Organizers of an effort to change the way Kinston elects its legislators are closer to getting their proposal on November's ballot.

Stephen LaRoque, one of the leaders of this effort, said organizers are less than 100 signatures short of the approximately 1,425 needed to get the proposal - which asks city voters if they want elected positions to be non-partisan - on the ballot. More than 1,000 people signed the petition during Tuesday's primary election.

"I feel pretty confident that we'll get the rest of the signatures," LaRoque said. Organizers will try to get the rest of the signatures this weekend, he said.

Kinston is one of a handful of communities in North Carolina that require candidates for elected office to run under a party banner. An effort to change that gained traction before last November's municipal elections when only four people - including three incumbents - ran for three seats on the Kinston City Council.

Organizers of changing Kinston's election process pointed to much smaller communities like La Grange and Pink Hill - which had a full slate of candidates last year - as evidence that having non-partisan elections could attract more candidates. La Grange and Pink Hill do not require candidates to run under a party banner.

Petitions were first made available during the early voting period before Tuesday's primary. LaRoque said people were slow to sign at first, believing that signing the petition meant a person supported non-partisan elections.

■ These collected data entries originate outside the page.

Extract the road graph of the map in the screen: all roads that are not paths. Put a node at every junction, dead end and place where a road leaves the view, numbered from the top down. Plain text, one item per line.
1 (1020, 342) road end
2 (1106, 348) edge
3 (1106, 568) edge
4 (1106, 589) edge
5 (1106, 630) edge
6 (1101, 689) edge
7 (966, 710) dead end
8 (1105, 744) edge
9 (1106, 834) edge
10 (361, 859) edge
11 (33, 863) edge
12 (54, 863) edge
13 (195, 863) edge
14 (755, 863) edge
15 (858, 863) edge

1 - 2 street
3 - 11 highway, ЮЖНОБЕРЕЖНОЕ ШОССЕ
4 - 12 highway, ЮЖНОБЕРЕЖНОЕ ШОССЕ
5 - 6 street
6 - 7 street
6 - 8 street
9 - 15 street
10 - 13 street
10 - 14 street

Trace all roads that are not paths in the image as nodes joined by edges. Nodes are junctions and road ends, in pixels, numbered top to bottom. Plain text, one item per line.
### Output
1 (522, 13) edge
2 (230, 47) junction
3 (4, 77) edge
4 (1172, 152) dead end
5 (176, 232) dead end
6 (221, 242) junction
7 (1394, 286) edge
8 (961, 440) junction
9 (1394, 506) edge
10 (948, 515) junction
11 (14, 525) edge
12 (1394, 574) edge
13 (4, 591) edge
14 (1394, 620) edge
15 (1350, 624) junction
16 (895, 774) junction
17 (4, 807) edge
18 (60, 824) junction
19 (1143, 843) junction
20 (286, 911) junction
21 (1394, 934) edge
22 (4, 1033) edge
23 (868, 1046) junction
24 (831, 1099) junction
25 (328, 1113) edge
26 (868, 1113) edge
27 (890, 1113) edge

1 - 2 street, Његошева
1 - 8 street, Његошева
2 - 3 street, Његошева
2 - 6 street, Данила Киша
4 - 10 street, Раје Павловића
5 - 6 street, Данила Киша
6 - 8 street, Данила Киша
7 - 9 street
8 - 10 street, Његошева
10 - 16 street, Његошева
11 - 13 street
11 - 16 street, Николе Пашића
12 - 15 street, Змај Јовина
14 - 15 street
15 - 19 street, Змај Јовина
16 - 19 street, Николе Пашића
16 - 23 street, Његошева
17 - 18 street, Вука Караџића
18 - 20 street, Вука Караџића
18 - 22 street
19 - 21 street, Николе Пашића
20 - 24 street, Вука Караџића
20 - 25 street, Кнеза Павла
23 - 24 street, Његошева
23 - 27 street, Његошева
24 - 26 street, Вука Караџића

Once people realized that a signature only meant it gets on the ballot, more people were quick to sign, LaRoque said.

"Some people who did early voting actually came back Tuesday to sign the petition," LaRoque said.

The petition will likely be delivered to the Lenoir County Board of Elections next week for review. After elections officials inspect the petition to make sure the signatures come from people who live in the city limits, it will be returned to LaRoque.

Once the council gets the petition, it has to schedule a vote within 60-120 days. LaRoque said he won't deliver the petitions to the council until July at the earliest so the measure can be on the ballot for the Nov. 4 general election.

"I don't want to have a special election just for this, so I'll probably sit on it for a couple of months," he said.